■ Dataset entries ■
▬▬▬
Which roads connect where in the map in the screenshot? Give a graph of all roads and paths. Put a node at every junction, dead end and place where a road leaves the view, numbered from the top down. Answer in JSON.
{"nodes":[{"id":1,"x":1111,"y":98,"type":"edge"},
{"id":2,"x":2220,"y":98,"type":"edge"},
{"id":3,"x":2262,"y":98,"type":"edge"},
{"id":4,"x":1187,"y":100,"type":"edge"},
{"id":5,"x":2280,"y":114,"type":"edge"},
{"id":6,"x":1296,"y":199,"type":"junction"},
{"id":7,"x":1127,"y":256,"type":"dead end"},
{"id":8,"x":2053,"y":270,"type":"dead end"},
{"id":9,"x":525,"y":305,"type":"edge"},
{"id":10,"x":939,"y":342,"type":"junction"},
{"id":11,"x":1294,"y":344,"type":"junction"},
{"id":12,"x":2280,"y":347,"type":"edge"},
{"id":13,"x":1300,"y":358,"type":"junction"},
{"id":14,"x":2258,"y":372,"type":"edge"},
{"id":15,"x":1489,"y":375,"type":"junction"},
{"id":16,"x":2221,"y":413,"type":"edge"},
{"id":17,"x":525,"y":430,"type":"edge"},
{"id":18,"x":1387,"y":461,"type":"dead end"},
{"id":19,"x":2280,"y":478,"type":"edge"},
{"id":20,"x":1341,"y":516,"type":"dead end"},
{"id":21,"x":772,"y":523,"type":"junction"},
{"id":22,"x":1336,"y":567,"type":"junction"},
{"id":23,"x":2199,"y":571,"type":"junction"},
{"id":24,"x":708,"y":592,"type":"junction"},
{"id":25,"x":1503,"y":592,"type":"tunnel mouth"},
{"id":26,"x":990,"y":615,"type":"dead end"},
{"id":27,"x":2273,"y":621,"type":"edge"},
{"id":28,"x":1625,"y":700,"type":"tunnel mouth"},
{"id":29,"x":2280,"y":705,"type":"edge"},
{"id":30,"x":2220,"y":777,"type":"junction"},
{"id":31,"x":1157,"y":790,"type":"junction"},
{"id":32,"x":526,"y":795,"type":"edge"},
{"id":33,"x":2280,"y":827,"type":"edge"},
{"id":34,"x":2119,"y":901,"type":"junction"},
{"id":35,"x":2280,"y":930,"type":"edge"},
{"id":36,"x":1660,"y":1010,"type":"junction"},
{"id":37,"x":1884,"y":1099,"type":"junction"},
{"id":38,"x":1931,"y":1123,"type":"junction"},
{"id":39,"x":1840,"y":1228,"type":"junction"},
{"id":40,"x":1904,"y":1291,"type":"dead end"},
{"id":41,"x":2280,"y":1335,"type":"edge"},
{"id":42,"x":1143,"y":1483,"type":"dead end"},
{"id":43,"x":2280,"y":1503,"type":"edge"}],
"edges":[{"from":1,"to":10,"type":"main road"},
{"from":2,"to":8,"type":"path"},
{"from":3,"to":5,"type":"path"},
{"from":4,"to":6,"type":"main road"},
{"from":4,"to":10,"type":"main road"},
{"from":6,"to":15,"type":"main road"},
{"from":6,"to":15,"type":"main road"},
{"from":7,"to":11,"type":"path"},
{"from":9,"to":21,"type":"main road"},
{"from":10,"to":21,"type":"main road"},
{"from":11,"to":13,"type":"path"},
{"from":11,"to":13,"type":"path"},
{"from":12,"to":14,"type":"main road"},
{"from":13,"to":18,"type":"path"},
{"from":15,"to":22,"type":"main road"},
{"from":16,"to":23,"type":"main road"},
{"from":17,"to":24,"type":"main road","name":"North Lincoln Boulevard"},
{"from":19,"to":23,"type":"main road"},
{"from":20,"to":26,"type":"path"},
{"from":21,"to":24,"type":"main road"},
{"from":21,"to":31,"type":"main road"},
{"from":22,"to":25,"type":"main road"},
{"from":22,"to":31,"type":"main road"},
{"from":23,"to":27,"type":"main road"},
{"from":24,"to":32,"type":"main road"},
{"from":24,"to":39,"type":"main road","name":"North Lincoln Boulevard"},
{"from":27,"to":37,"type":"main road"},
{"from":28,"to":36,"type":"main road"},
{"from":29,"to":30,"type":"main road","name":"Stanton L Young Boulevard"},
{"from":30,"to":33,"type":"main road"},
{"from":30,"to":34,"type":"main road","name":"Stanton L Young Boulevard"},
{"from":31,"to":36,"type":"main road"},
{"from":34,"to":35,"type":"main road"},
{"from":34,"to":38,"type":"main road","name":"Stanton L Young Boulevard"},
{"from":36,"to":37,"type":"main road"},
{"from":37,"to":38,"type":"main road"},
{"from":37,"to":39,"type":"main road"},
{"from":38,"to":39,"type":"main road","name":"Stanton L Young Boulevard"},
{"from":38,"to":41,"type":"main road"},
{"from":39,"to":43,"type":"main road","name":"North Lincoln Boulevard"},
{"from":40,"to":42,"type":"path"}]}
▬▬▬
■ Task instructions ■
Transcribe the data above verbatim.

■ Exercise output ■
Which roads connect where in the map in the screenshot? Give a graph of all roads and paths. Put a node at every junction, dead end and place where a road leaves the view, numbered from the top down. Answer in JSON.
{"nodes":[{"id":1,"x":1111,"y":98,"type":"edge"},
{"id":2,"x":2220,"y":98,"type":"edge"},
{"id":3,"x":2262,"y":98,"type":"edge"},
{"id":4,"x":1187,"y":100,"type":"edge"},
{"id":5,"x":2280,"y":114,"type":"edge"},
{"id":6,"x":1296,"y":199,"type":"junction"},
{"id":7,"x":1127,"y":256,"type":"dead end"},
{"id":8,"x":2053,"y":270,"type":"dead end"},
{"id":9,"x":525,"y":305,"type":"edge"},
{"id":10,"x":939,"y":342,"type":"junction"},
{"id":11,"x":1294,"y":344,"type":"junction"},
{"id":12,"x":2280,"y":347,"type":"edge"},
{"id":13,"x":1300,"y":358,"type":"junction"},
{"id":14,"x":2258,"y":372,"type":"edge"},
{"id":15,"x":1489,"y":375,"type":"junction"},
{"id":16,"x":2221,"y":413,"type":"edge"},
{"id":17,"x":525,"y":430,"type":"edge"},
{"id":18,"x":1387,"y":461,"type":"dead end"},
{"id":19,"x":2280,"y":478,"type":"edge"},
{"id":20,"x":1341,"y":516,"type":"dead end"},
{"id":21,"x":772,"y":523,"type":"junction"},
{"id":22,"x":1336,"y":567,"type":"junction"},
{"id":23,"x":2199,"y":571,"type":"junction"},
{"id":24,"x":708,"y":592,"type":"junction"},
{"id":25,"x":1503,"y":592,"type":"tunnel mouth"},
{"id":26,"x":990,"y":615,"type":"dead end"},
{"id":27,"x":2273,"y":621,"type":"edge"},
{"id":28,"x":1625,"y":700,"type":"tunnel mouth"},
{"id":29,"x":2280,"y":705,"type":"edge"},
{"id":30,"x":2220,"y":777,"type":"junction"},
{"id":31,"x":1157,"y":790,"type":"junction"},
{"id":32,"x":526,"y":795,"type":"edge"},
{"id":33,"x":2280,"y":827,"type":"edge"},
{"id":34,"x":2119,"y":901,"type":"junction"},
{"id":35,"x":2280,"y":930,"type":"edge"},
{"id":36,"x":1660,"y":1010,"type":"junction"},
{"id":37,"x":1884,"y":1099,"type":"junction"},
{"id":38,"x":1931,"y":1123,"type":"junction"},
{"id":39,"x":1840,"y":1228,"type":"junction"},
{"id":40,"x":1904,"y":1291,"type":"dead end"},
{"id":41,"x":2280,"y":1335,"type":"edge"},
{"id":42,"x":1143,"y":1483,"type":"dead end"},
{"id":43,"x":2280,"y":1503,"type":"edge"}],
"edges":[{"from":1,"to":10,"type":"main road"},
{"from":2,"to":8,"type":"path"},
{"from":3,"to":5,"type":"path"},
{"from":4,"to":6,"type":"main road"},
{"from":4,"to":10,"type":"main road"},
{"from":6,"to":15,"type":"main road"},
{"from":6,"to":15,"type":"main road"},
{"from":7,"to":11,"type":"path"},
{"from":9,"to":21,"type":"main road"},
{"from":10,"to":21,"type":"main road"},
{"from":11,"to":13,"type":"path"},
{"from":11,"to":13,"type":"path"},
{"from":12,"to":14,"type":"main road"},
{"from":13,"to":18,"type":"path"},
{"from":15,"to":22,"type":"main road"},
{"from":16,"to":23,"type":"main road"},
{"from":17,"to":24,"type":"main road","name":"North Lincoln Boulevard"},
{"from":19,"to":23,"type":"main road"},
{"from":20,"to":26,"type":"path"},
{"from":21,"to":24,"type":"main road"},
{"from":21,"to":31,"type":"main road"},
{"from":22,"to":25,"type":"main road"},
{"from":22,"to":31,"type":"main road"},
{"from":23,"to":27,"type":"main road"},
{"from":24,"to":32,"type":"main road"},
{"from":24,"to":39,"type":"main road","name":"North Lincoln Boulevard"},
{"from":27,"to":37,"type":"main road"},
{"from":28,"to":36,"type":"main road"},
{"from":29,"to":30,"type":"main road","name":"Stanton L Young Boulevard"},
{"from":30,"to":33,"type":"main road"},
{"from":30,"to":34,"type":"main road","name":"Stanton L Young Boulevard"},
{"from":31,"to":36,"type":"main road"},
{"from":34,"to":35,"type":"main road"},
{"from":34,"to":38,"type":"main road","name":"Stanton L Young Boulevard"},
{"from":36,"to":37,"type":"main road"},
{"from":37,"to":38,"type":"main road"},
{"from":37,"to":39,"type":"main road"},
{"from":38,"to":39,"type":"main road","name":"Stanton L Young Boulevard"},
{"from":38,"to":41,"type":"main road"},
{"from":39,"to":43,"type":"main road","name":"North Lincoln Boulevard"},
{"from":40,"to":42,"type":"path"}]}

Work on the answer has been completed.